Penetration-aspiration scores were measured, using a scale of 1 to 8. This describes the depth at which the material enters the airway. The level of the laryngeal vestibule would be a 3, for instance, whereas getting below the level of the vocal fold with no response is an 8. Video fluoroscein exams were judged by two people.
All three phases of cough were measured. Cough volume acceleration was also measured, which we think is an indirect measure of how effective a cough is, she said. Measurements of air displacement were performed with pneumotacograph. Cough data were compared to normative data in the medical literature, as well as between the two groups.
The penetration-aspiration group was found to have reduced expiratory peak flow. Compared with normal rates, our penetration-aspiration group are falling outside the normal range, she said. The non-penetration-aspiration group still fell within normal range for duration and peak expiratory flow.
Overall, patients in the penetration-aspiration group had a general slowing down of cough. They seem to have difficulty moving and switching from the inspiratory phase to the expiratory phase …we’re seeing really long compression times. The pattern that’s emerging is that it takes longer for them to get through the entire action, Ms. Pitts said.
Expiratory Muscle Strength Training
The question then arose as to whether expiratory muscle strength training would help make cough more effective in PD patients. Researchers developed the device that is now known as EMST. The device has a spring-loaded valve that can be set at different pressure levels, and the maximum expiratory pressure patients produce can be measured. Patients train at 75% of their maximum.
Sent home with the device, PD patients were told to do five sets of five breaths, five days a week, for a total of four weeks. Ms. Pitts presented data from 10 patients who had dysphagia and who penetrated or aspirated into the laryngeal vestibule during swallow tasks.
In these patients, we had a significant change in inspiratory phase, the duration significantly decreased. The duration of the compression phase decreased. The duration of the expiratory phase rise time decreased. And with that duration of the expiratory phase rise time decreasing, we had an increase in our cough volume accelerating-an indirect measure of how effective cough is, Ms. Pitts said.
However, in an interview she added that it was not known whether these changes were clinically significant. We didn’t measure sputum production, so as a researcher I can’t say necessarily it was a clinically significant improvement, but it’s a statistically significant improvement, she said.
There was also a significant decrease in the penetration-aspiration scores, pre- to post-treatment, indicating that the treatment decreased the depth the material entered the airway during the swallow. Not only did training result in a safer swallow, but it also resulted in a more productive cough, she said.
Ms. Pitts speculated that a possible reason for improvement in swallowing is strengthening of the muscles that control the hyoid, something that is vital for the pharyngeal phase of the swallow.
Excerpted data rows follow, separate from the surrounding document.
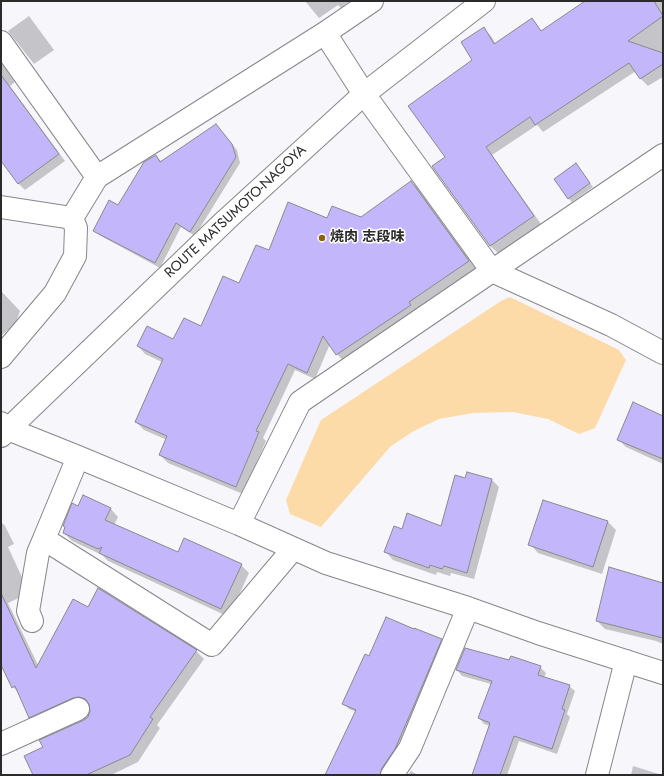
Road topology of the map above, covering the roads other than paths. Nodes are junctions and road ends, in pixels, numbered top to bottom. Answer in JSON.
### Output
{"nodes":[{"id":1,"x":372,"y":1,"type":"edge"},
{"id":2,"x":484,"y":1,"type":"edge"},
{"id":3,"x":325,"y":33,"type":"junction"},
{"id":4,"x":1,"y":42,"type":"edge"},
{"id":5,"x":364,"y":94,"type":"junction"},
{"id":6,"x":663,"y":155,"type":"edge"},
{"id":7,"x":97,"y":177,"type":"junction"},
{"id":8,"x":1,"y":207,"type":"edge"},
{"id":9,"x":72,"y":218,"type":"junction"},
{"id":10,"x":492,"y":271,"type":"junction"},
{"id":11,"x":663,"y":353,"type":"edge"},
{"id":12,"x":1,"y":357,"type":"edge"},
{"id":13,"x":4,"y":429,"type":"edge"},
{"id":14,"x":78,"y":457,"type":"junction"},
{"id":15,"x":239,"y":524,"type":"junction"},
{"id":16,"x":44,"y":539,"type":"junction"},
{"id":17,"x":292,"y":549,"type":"junction"},
{"id":18,"x":468,"y":608,"type":"junction"},
{"id":19,"x":32,"y":621,"type":"dead end"},
{"id":20,"x":626,"y":661,"type":"junction"},
{"id":21,"x":663,"y":673,"type":"edge"},
{"id":22,"x":78,"y":709,"type":"dead end"},
{"id":23,"x":1,"y":744,"type":"edge"},
{"id":24,"x":392,"y":775,"type":"edge"},
{"id":25,"x":597,"y":775,"type":"edge"}],
"edges":[{"from":1,"to":3,"type":"street"},
{"from":2,"to":5,"type":"street","name":"ROUTE MATSUMOTO-NAGOYA"},
{"from":3,"to":5,"type":"street"},
{"from":3,"to":7,"type":"street"},
{"from":4,"to":7,"type":"street"},
{"from":5,"to":10,"type":"street"},
{"from":5,"to":13,"type":"street","name":"ROUTE MATSUMOTO-NAGOYA"},
{"from":6,"to":10,"type":"street"},
{"from":7,"to":9,"type":"street"},
{"from":8,"to":9,"type":"street"},
{"from":9,"to":12,"type":"street"},
{"from":10,"to":11,"type":"street"},
{"from":10,"to":15,"type":"street"},
{"from":13,"to":14,"type":"street"},
{"from":14,"to":15,"type":"street"},
{"from":14,"to":16,"type":"street"},
{"from":15,"to":17,"type":"street"},
{"from":16,"to":17,"type":"street"},
{"from":16,"to":19,"type":"street"},
{"from":17,"to":18,"type":"street"},
{"from":18,"to":20,"type":"street"},
{"from":18,"to":24,"type":"street"},
{"from":20,"to":21,"type":"street"},
{"from":20,"to":25,"type":"street"},
{"from":22,"to":23,"type":"street"}]}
It is also possible there were changes in subglottic pressure during swallow. Researchers plan to continue investigations into swallow and cough functions and how the device may affect them.
Paul Castellanos, MD, Associate Professor of Otolaryngology at the University of Alabama at Birmingham, had not heard about the device until the presentation at COSM. I think this is very exciting work…particularly for patients who are not clearly in need of being made NPO or are taking things by mouth, but have an abnormal swallowing study, he said.
In his practice, he has many silent aspirators. I still allow them to eat, but I have not been able to do anything to really rehabilitate them, he said. This device just might be the key to help these patients.